Data shown:

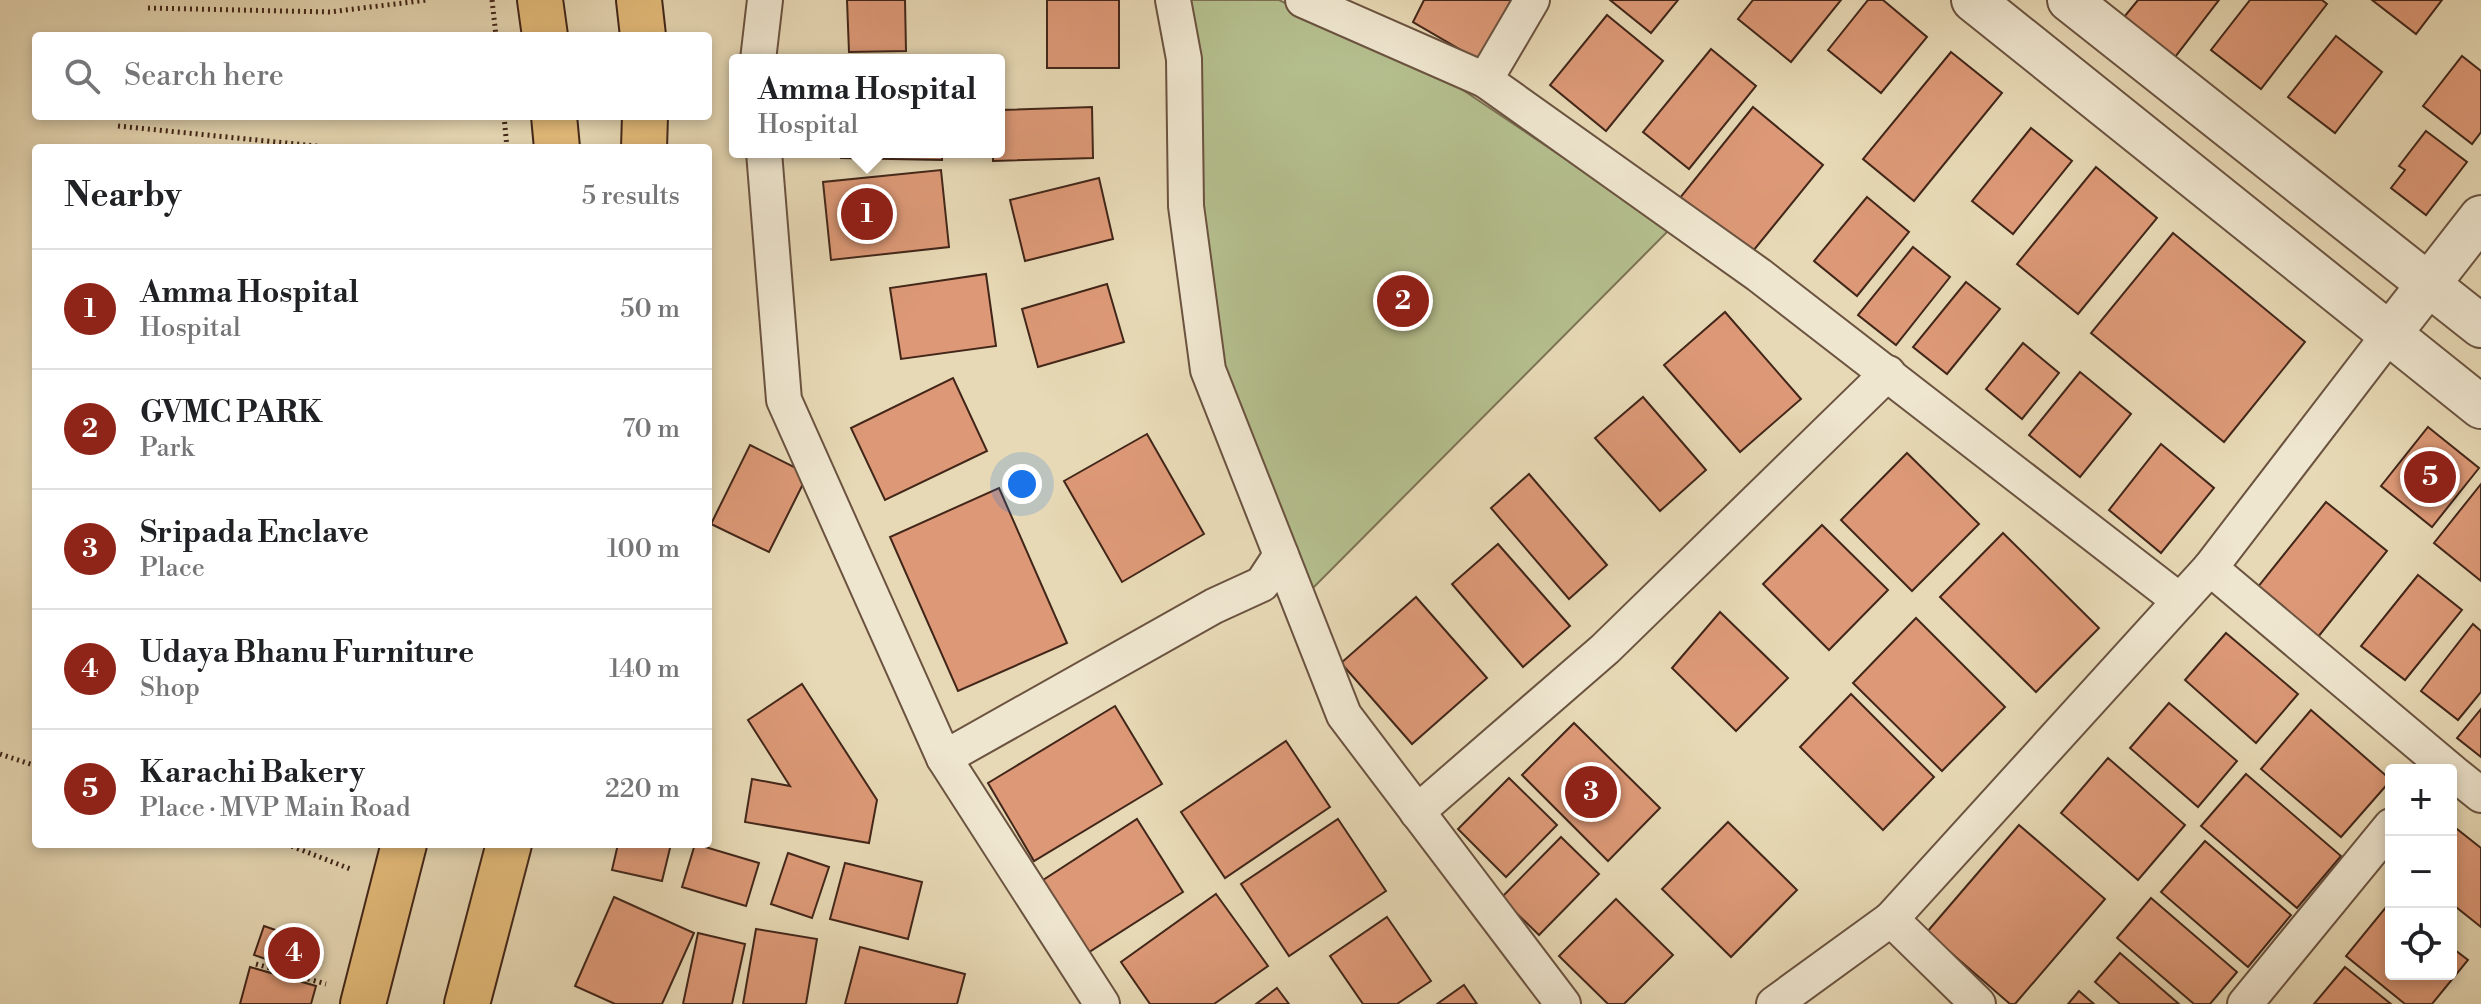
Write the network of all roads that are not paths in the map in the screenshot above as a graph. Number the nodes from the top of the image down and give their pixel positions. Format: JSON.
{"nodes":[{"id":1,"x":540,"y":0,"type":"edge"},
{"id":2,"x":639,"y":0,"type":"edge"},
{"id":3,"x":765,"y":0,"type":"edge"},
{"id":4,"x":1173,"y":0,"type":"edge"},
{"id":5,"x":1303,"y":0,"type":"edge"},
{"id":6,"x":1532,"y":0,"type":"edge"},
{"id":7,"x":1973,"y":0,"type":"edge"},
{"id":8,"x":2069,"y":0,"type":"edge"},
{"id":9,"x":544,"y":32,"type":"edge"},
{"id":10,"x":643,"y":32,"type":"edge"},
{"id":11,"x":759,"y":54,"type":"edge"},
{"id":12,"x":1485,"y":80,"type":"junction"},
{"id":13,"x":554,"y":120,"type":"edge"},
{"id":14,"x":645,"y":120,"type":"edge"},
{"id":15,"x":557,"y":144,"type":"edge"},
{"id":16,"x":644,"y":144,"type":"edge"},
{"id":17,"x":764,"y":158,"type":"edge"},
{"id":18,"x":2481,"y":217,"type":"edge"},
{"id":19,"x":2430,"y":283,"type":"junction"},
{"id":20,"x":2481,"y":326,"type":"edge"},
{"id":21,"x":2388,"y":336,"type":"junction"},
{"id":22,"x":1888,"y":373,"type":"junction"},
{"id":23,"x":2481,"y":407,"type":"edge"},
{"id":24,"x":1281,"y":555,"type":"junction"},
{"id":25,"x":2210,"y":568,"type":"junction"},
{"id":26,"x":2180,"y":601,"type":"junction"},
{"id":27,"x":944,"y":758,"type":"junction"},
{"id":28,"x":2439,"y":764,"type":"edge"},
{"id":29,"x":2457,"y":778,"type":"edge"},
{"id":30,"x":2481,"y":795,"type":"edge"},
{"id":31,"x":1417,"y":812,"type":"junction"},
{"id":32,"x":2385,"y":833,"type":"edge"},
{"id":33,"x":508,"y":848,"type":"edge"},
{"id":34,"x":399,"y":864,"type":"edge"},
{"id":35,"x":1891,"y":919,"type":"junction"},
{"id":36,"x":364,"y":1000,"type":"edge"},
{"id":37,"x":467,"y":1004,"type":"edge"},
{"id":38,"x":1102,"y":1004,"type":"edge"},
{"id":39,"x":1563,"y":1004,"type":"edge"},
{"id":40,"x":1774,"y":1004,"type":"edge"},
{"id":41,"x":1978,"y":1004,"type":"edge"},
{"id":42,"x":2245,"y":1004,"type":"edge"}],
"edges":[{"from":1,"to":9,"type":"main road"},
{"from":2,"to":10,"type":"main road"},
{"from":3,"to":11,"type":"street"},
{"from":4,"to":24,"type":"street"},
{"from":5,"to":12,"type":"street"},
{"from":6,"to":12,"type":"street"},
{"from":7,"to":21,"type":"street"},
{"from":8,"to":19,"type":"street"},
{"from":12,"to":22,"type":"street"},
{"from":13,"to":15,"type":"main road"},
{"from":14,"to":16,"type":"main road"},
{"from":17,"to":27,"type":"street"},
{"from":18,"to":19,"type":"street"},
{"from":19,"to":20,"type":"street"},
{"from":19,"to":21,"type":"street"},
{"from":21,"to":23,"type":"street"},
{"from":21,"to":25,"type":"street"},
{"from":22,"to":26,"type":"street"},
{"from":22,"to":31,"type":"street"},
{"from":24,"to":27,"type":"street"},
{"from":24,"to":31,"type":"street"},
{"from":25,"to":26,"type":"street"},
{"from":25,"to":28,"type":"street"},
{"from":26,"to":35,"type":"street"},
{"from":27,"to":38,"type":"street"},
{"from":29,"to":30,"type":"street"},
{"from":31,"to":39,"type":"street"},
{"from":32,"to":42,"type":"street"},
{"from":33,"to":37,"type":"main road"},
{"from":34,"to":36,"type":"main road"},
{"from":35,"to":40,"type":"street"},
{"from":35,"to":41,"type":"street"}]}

Try it: Each entry above should be printed again word for word, with any picture dropped.

Task result:
Write the network of all roads that are not paths in the map in the screenshot above as a graph. Number the nodes from the top of the image down and give their pixel positions. Format: JSON.
{"nodes":[{"id":1,"x":540,"y":0,"type":"edge"},
{"id":2,"x":639,"y":0,"type":"edge"},
{"id":3,"x":765,"y":0,"type":"edge"},
{"id":4,"x":1173,"y":0,"type":"edge"},
{"id":5,"x":1303,"y":0,"type":"edge"},
{"id":6,"x":1532,"y":0,"type":"edge"},
{"id":7,"x":1973,"y":0,"type":"edge"},
{"id":8,"x":2069,"y":0,"type":"edge"},
{"id":9,"x":544,"y":32,"type":"edge"},
{"id":10,"x":643,"y":32,"type":"edge"},
{"id":11,"x":759,"y":54,"type":"edge"},
{"id":12,"x":1485,"y":80,"type":"junction"},
{"id":13,"x":554,"y":120,"type":"edge"},
{"id":14,"x":645,"y":120,"type":"edge"},
{"id":15,"x":557,"y":144,"type":"edge"},
{"id":16,"x":644,"y":144,"type":"edge"},
{"id":17,"x":764,"y":158,"type":"edge"},
{"id":18,"x":2481,"y":217,"type":"edge"},
{"id":19,"x":2430,"y":283,"type":"junction"},
{"id":20,"x":2481,"y":326,"type":"edge"},
{"id":21,"x":2388,"y":336,"type":"junction"},
{"id":22,"x":1888,"y":373,"type":"junction"},
{"id":23,"x":2481,"y":407,"type":"edge"},
{"id":24,"x":1281,"y":555,"type":"junction"},
{"id":25,"x":2210,"y":568,"type":"junction"},
{"id":26,"x":2180,"y":601,"type":"junction"},
{"id":27,"x":944,"y":758,"type":"junction"},
{"id":28,"x":2439,"y":764,"type":"edge"},
{"id":29,"x":2457,"y":778,"type":"edge"},
{"id":30,"x":2481,"y":795,"type":"edge"},
{"id":31,"x":1417,"y":812,"type":"junction"},
{"id":32,"x":2385,"y":833,"type":"edge"},
{"id":33,"x":508,"y":848,"type":"edge"},
{"id":34,"x":399,"y":864,"type":"edge"},
{"id":35,"x":1891,"y":919,"type":"junction"},
{"id":36,"x":364,"y":1000,"type":"edge"},
{"id":37,"x":467,"y":1004,"type":"edge"},
{"id":38,"x":1102,"y":1004,"type":"edge"},
{"id":39,"x":1563,"y":1004,"type":"edge"},
{"id":40,"x":1774,"y":1004,"type":"edge"},
{"id":41,"x":1978,"y":1004,"type":"edge"},
{"id":42,"x":2245,"y":1004,"type":"edge"}],
"edges":[{"from":1,"to":9,"type":"main road"},
{"from":2,"to":10,"type":"main road"},
{"from":3,"to":11,"type":"street"},
{"from":4,"to":24,"type":"street"},
{"from":5,"to":12,"type":"street"},
{"from":6,"to":12,"type":"street"},
{"from":7,"to":21,"type":"street"},
{"from":8,"to":19,"type":"street"},
{"from":12,"to":22,"type":"street"},
{"from":13,"to":15,"type":"main road"},
{"from":14,"to":16,"type":"main road"},
{"from":17,"to":27,"type":"street"},
{"from":18,"to":19,"type":"street"},
{"from":19,"to":20,"type":"street"},
{"from":19,"to":21,"type":"street"},
{"from":21,"to":23,"type":"street"},
{"from":21,"to":25,"type":"street"},
{"from":22,"to":26,"type":"street"},
{"from":22,"to":31,"type":"street"},
{"from":24,"to":27,"type":"street"},
{"from":24,"to":31,"type":"street"},
{"from":25,"to":26,"type":"street"},
{"from":25,"to":28,"type":"street"},
{"from":26,"to":35,"type":"street"},
{"from":27,"to":38,"type":"street"},
{"from":29,"to":30,"type":"street"},
{"from":31,"to":39,"type":"street"},
{"from":32,"to":42,"type":"street"},
{"from":33,"to":37,"type":"main road"},
{"from":34,"to":36,"type":"main road"},
{"from":35,"to":40,"type":"street"},
{"from":35,"to":41,"type":"street"}]}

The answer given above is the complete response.